To counteract the tendency to get angry without reason, I’ve found it helpful to understand better how mortal mind works in the human scheme of things. Like a garden that has untold weed seeds ready to sprout amongst the desirable vegetables when growing season is in full swing, the human mind has untold weed-beliefs that sprout at undesirable times.

In the book of Job, we find, “And the Lord said unto Satan, Whence comest thou? Then Satan answered the Lord, and said, From going to and fro in the earth, and from walking up an down in it.” Satan, or the evil mind, is like the wind carrying weed seeds through the atmosphere of mortal thought looking for a place to plant them. If our thinking is prone to accepting anger as normal, it might become one of those landing pads for resentment or animosity. We have to stay alert and awake to prevent our thinking from becoming a planting ground for error.

Like the faithful gardener keeping diligent watch over his crops and quickly removing all unwanted plants, we too must keep avid watch over our mental garden to quickly yank out any hints of negativity growing.

It’s not normal to feel angry. It’s not natural to get mad and fuss and fume. It’s divinely natural to feel love, express love and be filled with peace and warmth. This is the way God created us and designed us to remain.

So, think faithful to your true state of Mind—the divine Mind, which is filled with Love—and don’t let suggestions of hate and anger take root. Yank them out of consciousness with a rapid-fire response, and preserve your health and sanity. It’s a much more enjoyable way to live.

Tuesday, June 26, 2007

Upset with high gas prices?

Gas prices have gone sky-high compared to what we’ve paid in the past, in the USA, anyway.

To counteract any rising emotions that might come along with doling out ever –increasing wads of cash to the oil companies, check out, “Fill’er up with love,” which is a blog I wrote, and was posted on
www.tmcyouth.com yesterday.

Thursday, May 25, 2006

Don't fight. Unite!

Do you wish there was less fighting in the world? Not just at the international level, but at home, in a marriage, in the workplace, or in your community?

The world could use more peace these days.

Some people believe fighting is inevitable, as if certain countries are doomed to meet in armed confrontation, spouses are supposed to argue, siblings are programmed to pick on each other, and co-workers eventually grate on each other’s nerves. There’s another point of view worth considering though, a world where disagreements are not settled by who yells the loudest or who carries the biggest weapon. A world in which love arbitrates the decisions and forgiveness rules the day.

We can’t do it alone. The human mind needs help to extricate itself from the hate and negativity it perpetuates.

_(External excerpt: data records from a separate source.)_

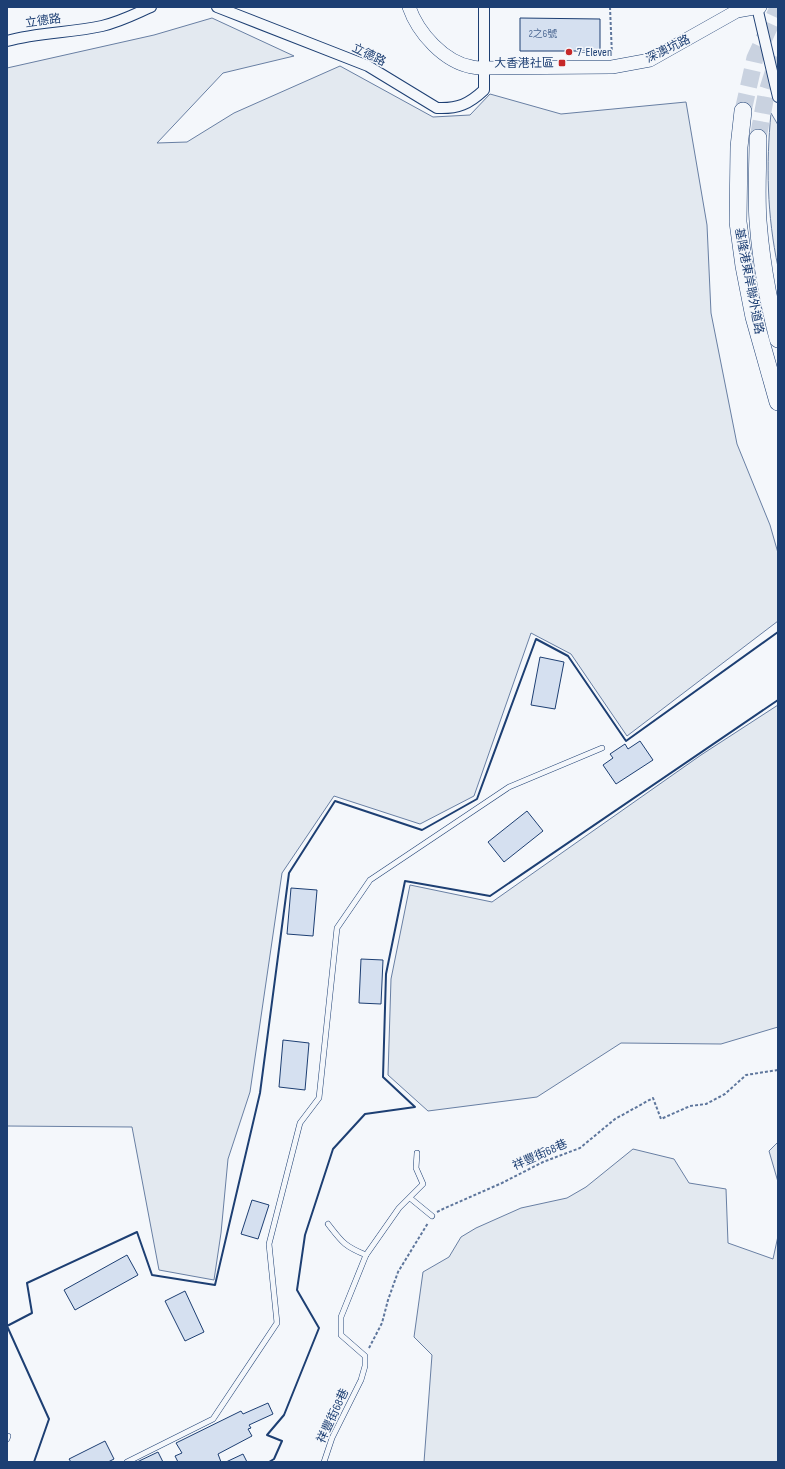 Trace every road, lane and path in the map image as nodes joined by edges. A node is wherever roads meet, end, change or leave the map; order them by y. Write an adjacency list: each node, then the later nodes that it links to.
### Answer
1 (151, 7): 7 (street, 立德路)
2 (217, 7): 9 (street, 立德路)
3 (409, 7): 9 (street, 深澳坑路)
4 (484, 7): 9 (street, 立德路)
5 (610, 7): 8 (path)
6 (758, 7): 8 (street, 深澳坑路); 10 (street)
7 (7, 41)
8 (612, 67): 9 (street, 深澳坑路)
9 (484, 68)
10 (778, 97)
11 (743, 111): 14 (highway, 基隆港東岸聯外道路)
12 (758, 138): 13 (highway, 基隆港東岸聯外道路)
13 (778, 339)
14 (778, 402)
15 (602, 748): 23 (lane)
16 (778, 1070): 19 (path, 祥豐街68巷)
17 (417, 1153): 18 (lane)
18 (410, 1198): 19 (lane); 21 (lane)
19 (432, 1216): 22 (path, 祥豐街68巷)
20 (328, 1224): 21 (lane)
21 (366, 1255): 22 (lane)
22 (365, 1356): 24 (lane, 祥豐街68巷)
23 (127, 1462)
24 (324, 1462) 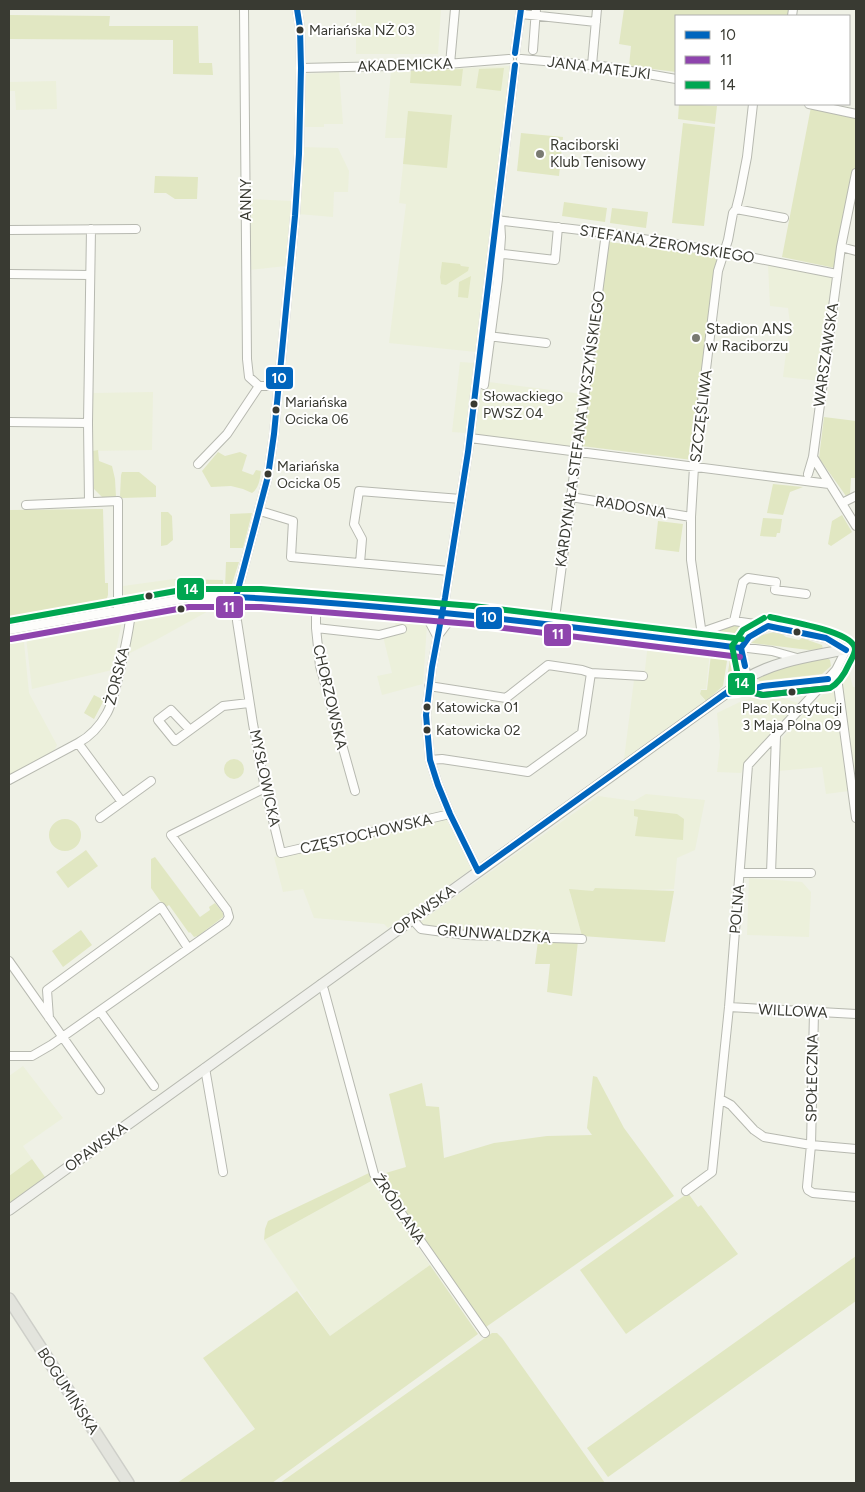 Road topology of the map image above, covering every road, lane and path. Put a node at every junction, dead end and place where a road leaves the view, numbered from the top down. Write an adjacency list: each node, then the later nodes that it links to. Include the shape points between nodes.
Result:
1 (244, 9): 38 (street, ANNY, via 247,359 249,377)
2 (297, 9): 13 (street, MYSŁOWICKA)
3 (455, 9): 11 (street)
4 (597, 9): 7 (street)
5 (521, 12): 6 (street); 9 (street)
6 (535, 12): 7 (street); 8 (street)
7 (596, 22): 12 (street)
8 (533, 50)
9 (518, 56): 10 (street, via 519,64); 12 (street, JANA MATEJKI)
10 (512, 62): 11 (street, AKADEMICKA); 21 (street)
11 (450, 64): 13 (street, AKADEMICKA)
12 (592, 65): 14 (street, JANA MATEJKI)
13 (300, 68): 39 (street, MYSŁOWICKA, via 295,213)
14 (675, 79)
15 (753, 105): 19 (street, SZCZĘŚLIWA, via 747,157)
16 (814, 105): 17 (street)
17 (856, 114)
18 (856, 173): 27 (street, WARSZAWSKA)
19 (736, 208): 20 (street); 29 (street, SZCZĘŚLIWA)
20 (784, 218)
21 (498, 220): 22 (street, STEFANA ŻEROMSKIEGO); 30 (street)
22 (558, 227): 26 (street, STEFANA ŻEROMSKIEGO); 30 (street, via 555,260)
23 (91, 229): 24 (street); 25 (street); 33 (street)
24 (136, 229)
25 (9, 230)
26 (606, 233): 29 (street, STEFANA ŻEROMSKIEGO); 43 (street, KARDYNAŁA STEFANA WYSZYŃSKIEGO)
27 (841, 247): 28 (street); 32 (street, WARSZAWSKA)
28 (856, 251)
29 (724, 252): 32 (street, STEFANA ŻEROMSKIEGO); 46 (street, SZCZĘŚLIWA, via 718,272)
30 (496, 253): 34 (street); 35 (street)
31 (9, 274): 33 (street)
32 (838, 274): 44 (street, WARSZAWSKA)
33 (90, 275): 41 (street)
34 (482, 336): 35 (street); 42 (street)
35 (491, 337): 36 (street); 37 (street)
36 (546, 343)
37 (484, 384)
38 (259, 386): 39 (street); 45 (street, via 227,434)
39 (278, 386): 57 (street, MYSŁOWICKA, via 272,449)
40 (9, 422): 41 (street)
41 (88, 423): 54 (street)
42 (470, 438): 43 (street); 53 (street)
43 (577, 451): 46 (street); 52 (street, KARDYNAŁA STEFANA WYSZYŃSKIEGO)
44 (812, 457): 47 (street); 48 (street, WARSZAWSKA)
45 (198, 464)
46 (694, 467): 48 (street); 58 (street, SZCZĘŚLIWA)
47 (820, 471): 48 (street); 49 (street); 50 (street)
48 (805, 477): 49 (street)
49 (812, 482): 50 (street)
50 (829, 484): 55 (street)
51 (856, 496): 55 (street)
52 (572, 497): 58 (street, RADOSNA); 71 (street, KARDYNAŁA STEFANA WYSZYŃSKIEGO)
53 (461, 499): 60 (street, via 359,491 354,524 362,539); 61 (street)
54 (89, 502): 56 (street); 67 (street, via 118,501)
55 (842, 503): 59 (street)
56 (26, 505)
57 (260, 511): 60 (street, via 293,521 291,557); 63 (street, MYSŁOWICKA)
58 (691, 517): 76 (street, SZCZĘŚLIWA, via 692,574)
59 (856, 526)
60 (360, 563): 61 (street)
61 (449, 570): 68 (street)
62 (806, 594): 70 (street, via 774,590 776,582 748,578 742,582)
63 (236, 597): 64 (street); 65 (street, via 188,598); 88 (street, MYSŁOWICKA)
64 (316, 601): 66 (street); 73 (street, CHORZOWSKA)
65 (131, 608): 67 (street); 91 (street, ŻORSKA, via 108,711 88,738)
66 (417, 610): 68 (street); 77 (street, via 429,621)
67 (118, 611): 75 (street)
68 (442, 612): 69 (street); 77 (street)
69 (460, 614): 71 (street); 77 (street, via 452,617)
70 (734, 621): 72 (street); 76 (street)
71 (554, 625): 78 (street)
72 (768, 626): 80 (street, via 749,636); 81 (street, via 826,638)
73 (316, 628): 74 (street, via 379,635); 96 (street, CHORZOWSKA, via 320,666)
74 (402, 629)
75 (9, 630)
76 (702, 632): 78 (street, SZCZĘŚLIWA)
77 (437, 636): 87 (street)
78 (702, 642): 80 (street)
79 (856, 647): 81 (main road, OPAWSKA)
80 (741, 648): 82 (street); 86 (street)
81 (846, 650): 82 (main road, OPAWSKA); 83 (street, POLNA)
82 (797, 658): 86 (main road, OPAWSKA)
83 (836, 670): 90 (street, POLNA); 100 (street)
84 (591, 673): 85 (street); 87 (street, via 548,665 506,698); 92 (street, via 582,733 528,772)
85 (643, 676)
86 (747, 678): 102 (main road, OPAWSKA)
87 (429, 686): 92 (street, via 426,715)
88 (249, 703): 89 (street, via 223,706); 95 (street, MYSŁOWICKA)
89 (190, 730)
90 (776, 736): 103 (street, POLNA, via 748,765); 104 (street)
91 (78, 743): 93 (street, ŻORSKA); 97 (street)
92 (430, 760): 98 (street)
93 (9, 780)
94 (151, 781): 97 (street)
95 (266, 788): 101 (street, MYSŁOWICKA); 108 (street, via 171,835 229,914 226,922)
96 (355, 791)
97 (122, 802): 99 (street)
98 (450, 814): 101 (street, CZĘSTOCHOWSKA); 102 (street)
99 (100, 818)
100 (856, 818)
101 (282, 853)
102 (478, 871): 106 (main road, OPAWSKA)
103 (740, 873): 104 (street); 111 (street, POLNA)
104 (771, 873): 105 (street)
105 (811, 874)
106 (411, 918): 107 (street, GRUNWALDZKA, via 421,929 466,935); 110 (main road, OPAWSKA)
107 (582, 939)
108 (188, 948): 112 (street); 115 (street, via 161,907 47,990)
109 (9, 961): 115 (street)
110 (321, 984): 118 (main road, OPAWSKA); 129 (street, ŹRÓDLANA, via 374,1174)
111 (729, 1007): 113 (street, WILLOWA); 121 (street, POLNA)
112 (100, 1011): 116 (street); 119 (street)
113 (814, 1012): 114 (street, WILLOWA); 122 (street, SPOŁECZNA)
114 (856, 1014)
115 (49, 1018): 116 (street)
116 (62, 1038): 117 (street, via 35,1055); 120 (street)
117 (9, 1056)
118 (205, 1068): 124 (street); 127 (main road, OPAWSKA)
119 (154, 1086)
120 (100, 1090)
121 (720, 1099): 122 (street, via 731,1105 764,1138); 125 (street, POLNA, via 712,1172)
122 (811, 1145): 123 (street); 126 (street, SPOŁECZNA, via 808,1190)
123 (856, 1149)
124 (223, 1172)
125 (686, 1190)
126 (856, 1197)
127 (9, 1210)
128 (9, 1299): 130 (main road, BOGUMIŃSKA)
129 (485, 1333)
130 (128, 1483)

But we have help. We have the power of divine Love to dissolve tension. Like walking into the summer sunshine and feeling the warmth of the sun, when we mentally walk into the omnipresence of Love we feel the action of God's Love melting away our fear, anger and resentment.

Next time you’re tempted to get angry or fight, stop the ugly emotion from growing. Refuse to be swayed by hate. Choose a better way. Don’t fight. Unite! Unite with divine Love and let kindness dominate your thought.
The world will be a more peaceful place.